Untuk BUNDA . . .

“Bunda, kapan pulang ya ?…”

Hujan…

Kukira sekarang di luar memang  sedang turun hujan. Kira-kira itu informasi yang disampaikan kedua telingaku. Rintik hujan yang  kini tengah  menetes perlahan dengan anggunnya. Pelan namun iramanya terdengar nyaman, tidak bising dan mengganggu. Jatuh dengan anggun, tak kalah anggunnya dengan para bintang sinetron ternama yang seringkali wara-wiri di depan tivi 14 inci dalam kamarku ini. Kalau saja aku tidak malas keluar pastilah menyenangkan memandang tetesan yang jatuh bagai butir-butir kaca itu.
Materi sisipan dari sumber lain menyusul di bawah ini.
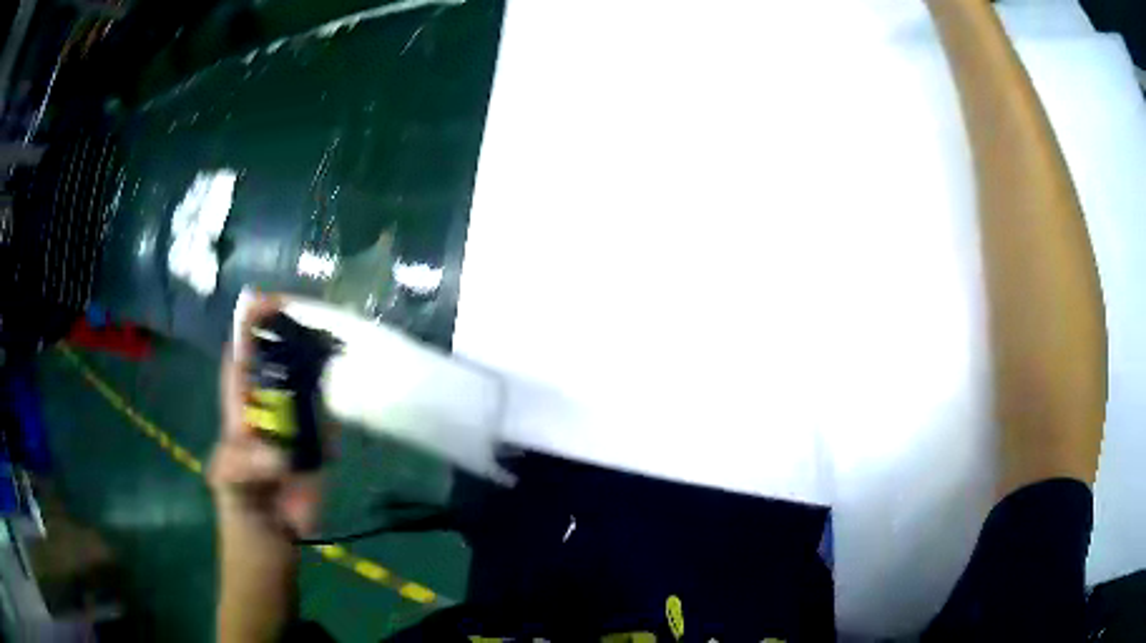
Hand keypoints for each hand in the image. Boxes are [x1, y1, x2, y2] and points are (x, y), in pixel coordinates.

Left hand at [209, 293, 320, 537]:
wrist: (272, 539)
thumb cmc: (241, 506)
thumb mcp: (231, 486)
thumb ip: (244, 469)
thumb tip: (277, 457)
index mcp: (239, 411)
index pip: (241, 361)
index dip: (248, 330)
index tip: (265, 302)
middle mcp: (267, 409)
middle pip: (276, 363)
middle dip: (290, 334)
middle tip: (315, 311)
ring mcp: (294, 426)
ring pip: (304, 384)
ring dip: (317, 360)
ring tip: (337, 334)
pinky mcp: (319, 445)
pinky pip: (328, 415)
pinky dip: (336, 397)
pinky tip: (350, 375)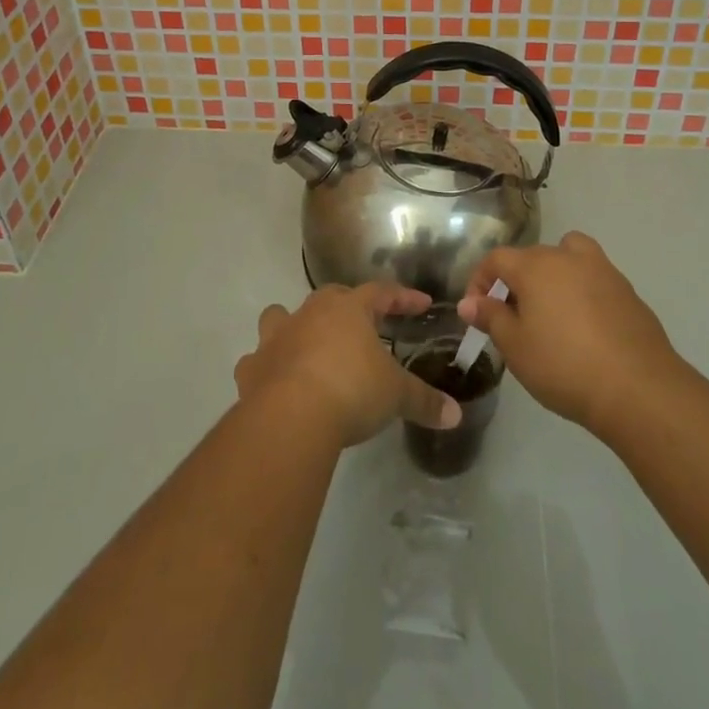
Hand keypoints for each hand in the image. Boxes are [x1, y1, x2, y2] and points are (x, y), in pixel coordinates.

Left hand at [233, 283, 462, 447]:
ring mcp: (276, 337)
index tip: (421, 304)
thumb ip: (424, 401)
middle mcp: (310, 313)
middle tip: (363, 327)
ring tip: (305, 348)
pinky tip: (275, 384)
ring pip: (280, 317)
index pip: (381, 292)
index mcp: (348, 309)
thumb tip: (455, 414)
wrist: (291, 416)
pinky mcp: (252, 367)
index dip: (402, 298)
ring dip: (291, 328)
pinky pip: (257, 360)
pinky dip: (266, 368)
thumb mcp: (395, 395)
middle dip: (346, 308)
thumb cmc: (351, 390)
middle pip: (329, 298)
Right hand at [457, 232, 685, 438]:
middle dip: (516, 282)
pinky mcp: (628, 291)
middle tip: (512, 318)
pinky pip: (595, 279)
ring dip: (554, 274)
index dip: (480, 280)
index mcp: (535, 266)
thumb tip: (470, 302)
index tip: (476, 310)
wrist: (638, 388)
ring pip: (569, 256)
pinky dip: (583, 291)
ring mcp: (602, 270)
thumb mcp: (515, 347)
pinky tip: (584, 328)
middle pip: (532, 257)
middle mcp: (567, 257)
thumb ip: (491, 318)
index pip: (496, 259)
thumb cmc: (564, 365)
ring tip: (552, 310)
Tapi sayangnya aku sedang malas, capek…

Aku jadi teringat lirik lagu yang kira-kira berlirik “Hujan kau ingatkan aku, tentang satu rindu, dimasa yang lalu, saat mimpi indah masih bersamaku…”

Entahlah, memang seringkali jika terdengar suara tetesan tanda sayangnya langit pada bumi itu seringkali aku juga teringat pada Bunda… Soalnya, kata guruku dulu waktu masih SD, hujan itu anugrah. Hujan itu Rahmat dari Sang Pencipta. Katanya, kalau tidak ada hujan padi tidak bisa tumbuh kan? Terus ayam tidak bisa minum.  Jadi kalau tidak ada hujan, kita tidak bisa makan nasi + ayam goreng dong berarti… Itu mah kata guru SD Ku dulu. Tapi memang bener sih. Kata-kata Ibu Guruku tersayang itulah yang mampu menggugah hati seorang anak kecil yang tidak mau tahu kalau hujan turun mengganggu jadwal mainnya. Yah, penjelasan yang berbisik pada ego masa kecilku bahwa tidak boleh marah pada hujan karena hujan itu tanda sayangnya langit pada bumi dan makhluk-makhluk hidup yang berseliweran diatasnya. Mirip seperti kasih sayangnya Bunda. Kasih sayang yang katanya sepanjang masa, persis hujan yang sudah ada sejak bumi masih sangat muda. Yah meskipun Bunda sering marah-marah…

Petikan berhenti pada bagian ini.